→ EXERCISE: Go through the records below and copy out every line that contains the word "電鉄南線".

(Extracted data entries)
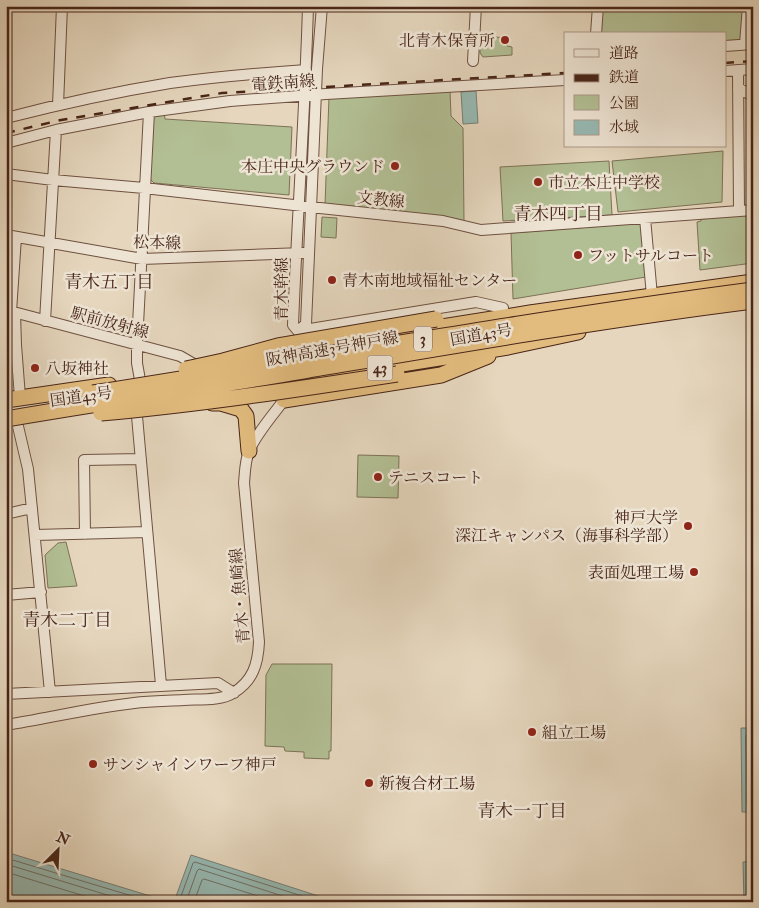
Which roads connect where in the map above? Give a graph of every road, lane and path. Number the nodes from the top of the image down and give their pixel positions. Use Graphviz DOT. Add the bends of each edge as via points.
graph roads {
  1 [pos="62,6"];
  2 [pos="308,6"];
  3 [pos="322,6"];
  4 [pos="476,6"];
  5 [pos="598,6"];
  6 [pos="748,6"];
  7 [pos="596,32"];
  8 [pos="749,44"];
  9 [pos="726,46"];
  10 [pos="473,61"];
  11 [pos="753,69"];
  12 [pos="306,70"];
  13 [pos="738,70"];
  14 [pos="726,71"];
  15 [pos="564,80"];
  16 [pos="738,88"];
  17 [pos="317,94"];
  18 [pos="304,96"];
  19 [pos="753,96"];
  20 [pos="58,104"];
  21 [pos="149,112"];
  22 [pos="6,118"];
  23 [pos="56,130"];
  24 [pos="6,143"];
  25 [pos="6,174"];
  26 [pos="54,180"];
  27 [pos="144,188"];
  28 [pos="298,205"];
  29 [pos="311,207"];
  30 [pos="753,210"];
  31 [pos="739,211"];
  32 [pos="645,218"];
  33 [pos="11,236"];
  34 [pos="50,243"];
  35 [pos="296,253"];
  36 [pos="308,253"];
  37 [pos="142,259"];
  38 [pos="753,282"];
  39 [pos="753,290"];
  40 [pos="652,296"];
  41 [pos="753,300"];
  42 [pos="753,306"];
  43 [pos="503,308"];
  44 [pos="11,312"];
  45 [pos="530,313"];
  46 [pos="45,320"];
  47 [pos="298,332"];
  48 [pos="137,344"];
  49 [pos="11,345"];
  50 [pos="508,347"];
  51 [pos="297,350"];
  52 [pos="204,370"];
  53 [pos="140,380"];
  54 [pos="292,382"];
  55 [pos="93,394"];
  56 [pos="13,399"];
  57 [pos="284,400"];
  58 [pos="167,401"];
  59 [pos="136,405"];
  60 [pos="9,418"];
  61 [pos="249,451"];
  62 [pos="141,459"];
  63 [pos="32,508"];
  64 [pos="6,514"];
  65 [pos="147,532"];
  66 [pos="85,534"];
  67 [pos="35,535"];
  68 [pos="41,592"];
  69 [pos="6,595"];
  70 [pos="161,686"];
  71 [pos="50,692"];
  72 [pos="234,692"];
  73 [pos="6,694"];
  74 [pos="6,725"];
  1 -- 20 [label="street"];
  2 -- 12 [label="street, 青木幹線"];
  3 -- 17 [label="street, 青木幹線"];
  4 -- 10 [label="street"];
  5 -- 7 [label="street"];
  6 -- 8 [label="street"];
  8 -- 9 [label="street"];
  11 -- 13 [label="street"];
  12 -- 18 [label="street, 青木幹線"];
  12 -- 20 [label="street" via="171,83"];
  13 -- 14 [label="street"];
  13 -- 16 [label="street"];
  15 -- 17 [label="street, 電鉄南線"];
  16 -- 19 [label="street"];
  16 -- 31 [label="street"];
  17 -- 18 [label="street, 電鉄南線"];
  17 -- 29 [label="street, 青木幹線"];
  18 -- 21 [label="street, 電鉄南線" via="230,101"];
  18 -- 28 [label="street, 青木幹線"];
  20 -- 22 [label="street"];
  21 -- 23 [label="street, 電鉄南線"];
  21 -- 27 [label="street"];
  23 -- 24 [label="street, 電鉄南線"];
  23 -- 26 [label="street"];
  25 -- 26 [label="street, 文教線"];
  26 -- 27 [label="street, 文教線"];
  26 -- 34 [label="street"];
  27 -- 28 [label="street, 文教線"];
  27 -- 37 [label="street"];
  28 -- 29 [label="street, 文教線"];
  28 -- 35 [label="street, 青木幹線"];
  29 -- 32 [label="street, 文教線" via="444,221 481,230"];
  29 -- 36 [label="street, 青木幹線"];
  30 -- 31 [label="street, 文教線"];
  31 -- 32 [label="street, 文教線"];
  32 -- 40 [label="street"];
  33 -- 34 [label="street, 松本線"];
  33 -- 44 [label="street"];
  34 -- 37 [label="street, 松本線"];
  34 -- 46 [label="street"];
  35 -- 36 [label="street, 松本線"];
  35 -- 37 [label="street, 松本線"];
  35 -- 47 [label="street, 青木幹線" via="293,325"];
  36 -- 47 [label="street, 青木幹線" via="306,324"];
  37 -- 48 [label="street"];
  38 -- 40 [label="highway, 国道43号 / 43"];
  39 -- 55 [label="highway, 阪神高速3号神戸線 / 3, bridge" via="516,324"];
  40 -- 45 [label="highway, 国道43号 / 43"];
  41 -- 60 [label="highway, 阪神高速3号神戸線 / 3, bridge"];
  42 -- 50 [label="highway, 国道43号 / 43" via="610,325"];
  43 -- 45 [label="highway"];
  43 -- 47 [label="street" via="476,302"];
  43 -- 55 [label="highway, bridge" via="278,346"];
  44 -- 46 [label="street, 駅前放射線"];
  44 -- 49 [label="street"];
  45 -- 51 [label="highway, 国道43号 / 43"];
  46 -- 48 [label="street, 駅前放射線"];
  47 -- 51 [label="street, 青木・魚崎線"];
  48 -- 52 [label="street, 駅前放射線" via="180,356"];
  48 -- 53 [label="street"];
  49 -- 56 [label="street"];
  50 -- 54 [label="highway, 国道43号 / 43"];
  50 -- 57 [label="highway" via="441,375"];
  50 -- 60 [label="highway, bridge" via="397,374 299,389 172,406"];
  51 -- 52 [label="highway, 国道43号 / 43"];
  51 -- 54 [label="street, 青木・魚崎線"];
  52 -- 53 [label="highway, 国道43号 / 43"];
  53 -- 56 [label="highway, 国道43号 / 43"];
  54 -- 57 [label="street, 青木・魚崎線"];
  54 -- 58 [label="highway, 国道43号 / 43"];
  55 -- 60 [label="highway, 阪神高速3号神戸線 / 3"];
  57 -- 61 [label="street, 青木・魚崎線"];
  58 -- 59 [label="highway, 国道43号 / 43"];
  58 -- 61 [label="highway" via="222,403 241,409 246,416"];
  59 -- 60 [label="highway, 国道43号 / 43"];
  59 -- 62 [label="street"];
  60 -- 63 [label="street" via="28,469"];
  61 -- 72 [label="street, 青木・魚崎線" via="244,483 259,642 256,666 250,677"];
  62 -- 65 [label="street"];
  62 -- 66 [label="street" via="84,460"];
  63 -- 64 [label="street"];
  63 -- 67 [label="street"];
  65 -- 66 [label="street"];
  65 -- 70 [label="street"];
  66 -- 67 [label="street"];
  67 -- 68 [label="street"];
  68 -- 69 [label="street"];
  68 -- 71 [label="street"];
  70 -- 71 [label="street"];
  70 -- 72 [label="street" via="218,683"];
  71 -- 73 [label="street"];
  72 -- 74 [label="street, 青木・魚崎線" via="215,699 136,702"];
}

* * *

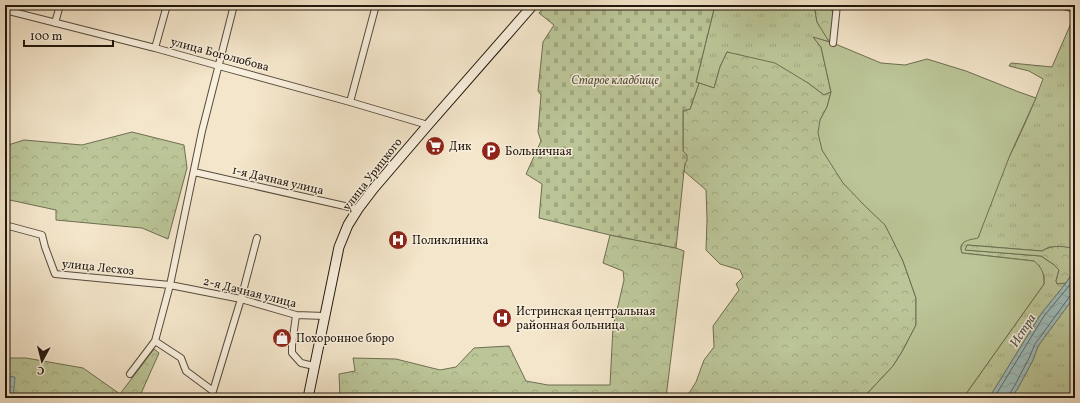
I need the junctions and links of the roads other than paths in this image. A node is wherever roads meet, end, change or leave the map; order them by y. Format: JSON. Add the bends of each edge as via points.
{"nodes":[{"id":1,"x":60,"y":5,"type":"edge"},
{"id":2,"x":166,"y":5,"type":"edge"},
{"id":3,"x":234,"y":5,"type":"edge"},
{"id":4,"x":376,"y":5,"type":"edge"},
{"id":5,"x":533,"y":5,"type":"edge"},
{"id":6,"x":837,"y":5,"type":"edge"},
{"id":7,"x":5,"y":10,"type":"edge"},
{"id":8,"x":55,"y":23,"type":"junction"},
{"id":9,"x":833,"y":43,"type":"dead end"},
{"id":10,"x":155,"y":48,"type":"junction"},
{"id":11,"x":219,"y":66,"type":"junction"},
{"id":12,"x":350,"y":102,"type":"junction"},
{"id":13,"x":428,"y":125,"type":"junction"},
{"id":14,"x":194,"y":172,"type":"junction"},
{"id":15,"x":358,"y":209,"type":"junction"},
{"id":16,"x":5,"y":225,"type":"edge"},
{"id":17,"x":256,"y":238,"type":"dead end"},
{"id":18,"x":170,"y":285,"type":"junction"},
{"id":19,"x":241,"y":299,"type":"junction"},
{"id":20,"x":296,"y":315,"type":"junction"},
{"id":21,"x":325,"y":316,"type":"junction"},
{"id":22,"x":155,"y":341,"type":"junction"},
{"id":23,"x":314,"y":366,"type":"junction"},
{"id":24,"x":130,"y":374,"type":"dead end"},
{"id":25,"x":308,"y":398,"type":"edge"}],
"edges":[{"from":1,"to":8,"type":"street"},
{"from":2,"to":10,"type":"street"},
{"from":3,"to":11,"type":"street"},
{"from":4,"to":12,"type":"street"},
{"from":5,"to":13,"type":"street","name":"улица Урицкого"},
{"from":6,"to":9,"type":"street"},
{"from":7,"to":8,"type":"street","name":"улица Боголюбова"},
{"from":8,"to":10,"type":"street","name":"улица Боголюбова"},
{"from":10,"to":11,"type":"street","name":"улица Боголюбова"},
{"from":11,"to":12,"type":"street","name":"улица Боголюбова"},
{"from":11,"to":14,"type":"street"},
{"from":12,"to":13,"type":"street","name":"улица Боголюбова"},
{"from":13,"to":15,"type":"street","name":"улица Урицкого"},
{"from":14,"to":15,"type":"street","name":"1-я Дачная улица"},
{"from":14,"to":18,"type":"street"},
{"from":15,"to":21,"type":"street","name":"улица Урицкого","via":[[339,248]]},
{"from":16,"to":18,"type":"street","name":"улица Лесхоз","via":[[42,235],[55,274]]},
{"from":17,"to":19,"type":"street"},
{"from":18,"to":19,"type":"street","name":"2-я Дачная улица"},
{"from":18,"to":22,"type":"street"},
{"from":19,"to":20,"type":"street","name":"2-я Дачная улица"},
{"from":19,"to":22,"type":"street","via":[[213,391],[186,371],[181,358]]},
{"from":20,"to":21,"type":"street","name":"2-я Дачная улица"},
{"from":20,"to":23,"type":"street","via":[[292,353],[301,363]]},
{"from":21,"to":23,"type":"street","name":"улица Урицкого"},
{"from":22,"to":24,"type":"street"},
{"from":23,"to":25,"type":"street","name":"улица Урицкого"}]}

→ EXERCISE ANSWER:
  15 -- 17 [label="street, 電鉄南線"];
  17 -- 18 [label="street, 電鉄南線"];
  18 -- 21 [label="street, 電鉄南線" via="230,101"];
  21 -- 23 [label="street, 電鉄南線"];
  23 -- 24 [label="street, 電鉄南線"];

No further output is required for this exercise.